Hay algo formidable en todo esto: la certeza del colonialismo británico sobre las clases dominantes en las colonias. Jamás serían una competencia para sus productos industriales. Jamás serían realmente burgueses. Se dedicarían a civilizar sus países por medio del exterminio de la barbarie subalterna y a gozar del fácil y próspero comercio con el Imperio. De la “abundancia fácil” de su suelo (frase de Milcíades Peña) vivirían bajo el imperativo del goce. Eternos importadores de manufacturas del “Taller del Mundo” y exportadores de sus productos primarios. Así fue. Así fueron las burguesías neocoloniales, creadas por el Imperio.

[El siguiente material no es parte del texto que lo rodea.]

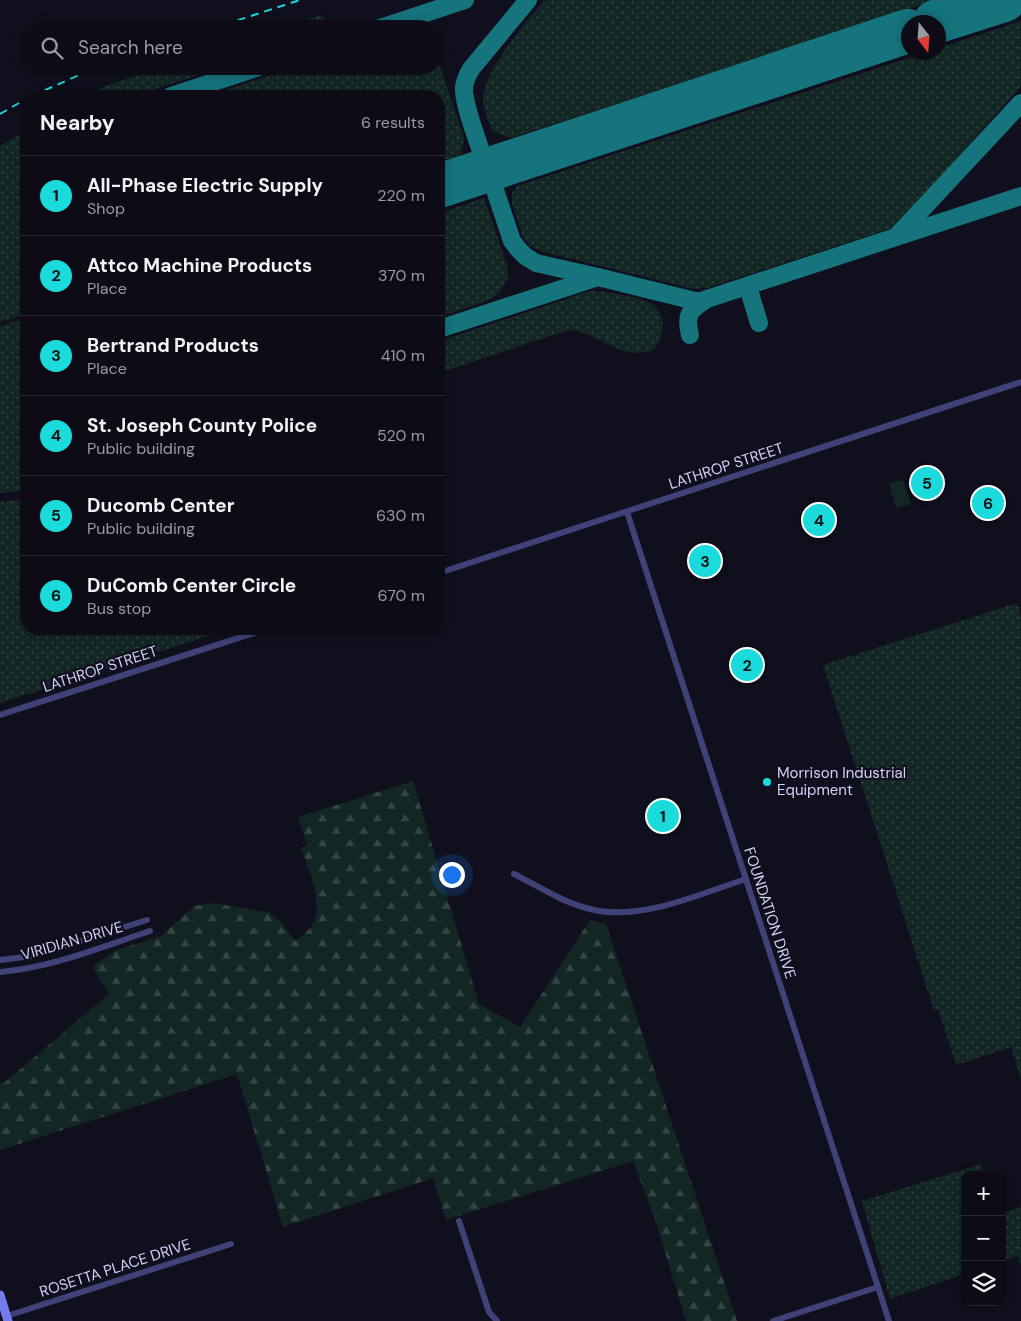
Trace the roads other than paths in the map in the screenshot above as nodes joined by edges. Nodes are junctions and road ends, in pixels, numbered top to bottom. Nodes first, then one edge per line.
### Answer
1 (1021, 382) edge
2 (627, 512) junction
3 (445, 571) edge
4 (247, 635) edge
5 (0, 715) edge
6 (514, 874) dead end
7 (746, 878) junction
8 (147, 920) dead end
9 (150, 931) dead end
10 (0, 960) edge
11 (0, 972) edge
12 (460, 1221) dead end
13 (231, 1244) dead end
14 (878, 1287) junction
15 (0, 1295) edge
16 (489, 1312) junction
17 (7, 1318) edge
18 (488, 1321) edge
19 (497, 1321) edge
20 (773, 1321) edge
21 (889, 1321) edge

1 - 2 street, LATHROP STREET
2 - 3 street, LATHROP STREET
2 - 7 street, FOUNDATION DRIVE
4 - 5 street, LATHROP STREET
6 - 7 street
7 - 14 street, FOUNDATION DRIVE
8 - 10 street, VIRIDIAN DRIVE
9 - 11 street, VIRIDIAN DRIVE
12 - 16 street
13 - 17 street, ROSETTA PLACE DRIVE
14 - 20 street
14 - 21 street, FOUNDATION DRIVE
15 - 17 street
16 - 18 street
16 - 19 street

En cuanto al exterminio de la “barbarie” fueron aún más crueles que el general Thomas Bugeaud en Argelia. O, al menos, tanto como él. Que decía a sus pares franceses (la nación de las luces, de la razón) en la Chambre de Députés en enero de 1840: “Según yo pienso, sólo queda la dominación absoluta, la sumisión del país; creo que cada día serán más empujados a ello por los acontecimientos”. Aquí se exterminó a la “barbarie” por medio de un feroz proceso de colonialismo interno. (El primero en aplicar este concepto a la realidad de nuestro país fue el genial Alberdi de los Póstumos V.) La “organización nacional” fue continuada (con plena conciencia) por el Proceso de Reorganización Nacional de 1976. David Viñas llama al genocidio de los pueblos originarios en el sur del país “etapa superior de la conquista española”. ¿Quién estuvo al frente de esa campaña? Lo sabemos: el general Roca. Pero, ¿quién dio las armas? ¿Quién posibilitó la frase de Estanislao S. Zeballos que a continuación citamos? Esta: “El Remington les ha enseñado (a los ‘salvajes’) que un batallón de la República puede pasear la pampa entera, dejando el campo sembrado de cadáveres” (Viñas, Indios, ejército y frontera, p. 49). La posibilitó el Imperio. ¿O en el Buenos Aires de la “generación del ’80” alguien fabricaba fusiles Remington? ¿Por qué entonces esa persistencia de Inglaterra por permanecer en Malvinas? Porque hoy colonialismo e imperialismo se complementan. Los norteamericanos invaden los territorios árabes y se quedan ahí. Los ingleses no quieren dominar Malvinas por medio del librecambio. No, algo hay en esas islas que les interesa retener en sus manos. Petróleo o un privilegiado panóptico para vigilar el Atlántico Sur o, por qué no, algún ajado orgullo de viejo gran imperio que ya no lo es. La batalla diplomática, por consiguiente, será larga y dura. Pero es la única, ya que por el modo en que se desarrollan los acontecimientos, los peligrosos “bárbaros” son ellos. Y ellos lo han enseñado desde hace más de dos siglos: la “barbarie” es irracional, salvaje y, en suma, sanguinaria. Aunque la preceda un pequeño príncipe de una monarquía de opereta, como todas las que aún restan en pleno siglo XXI.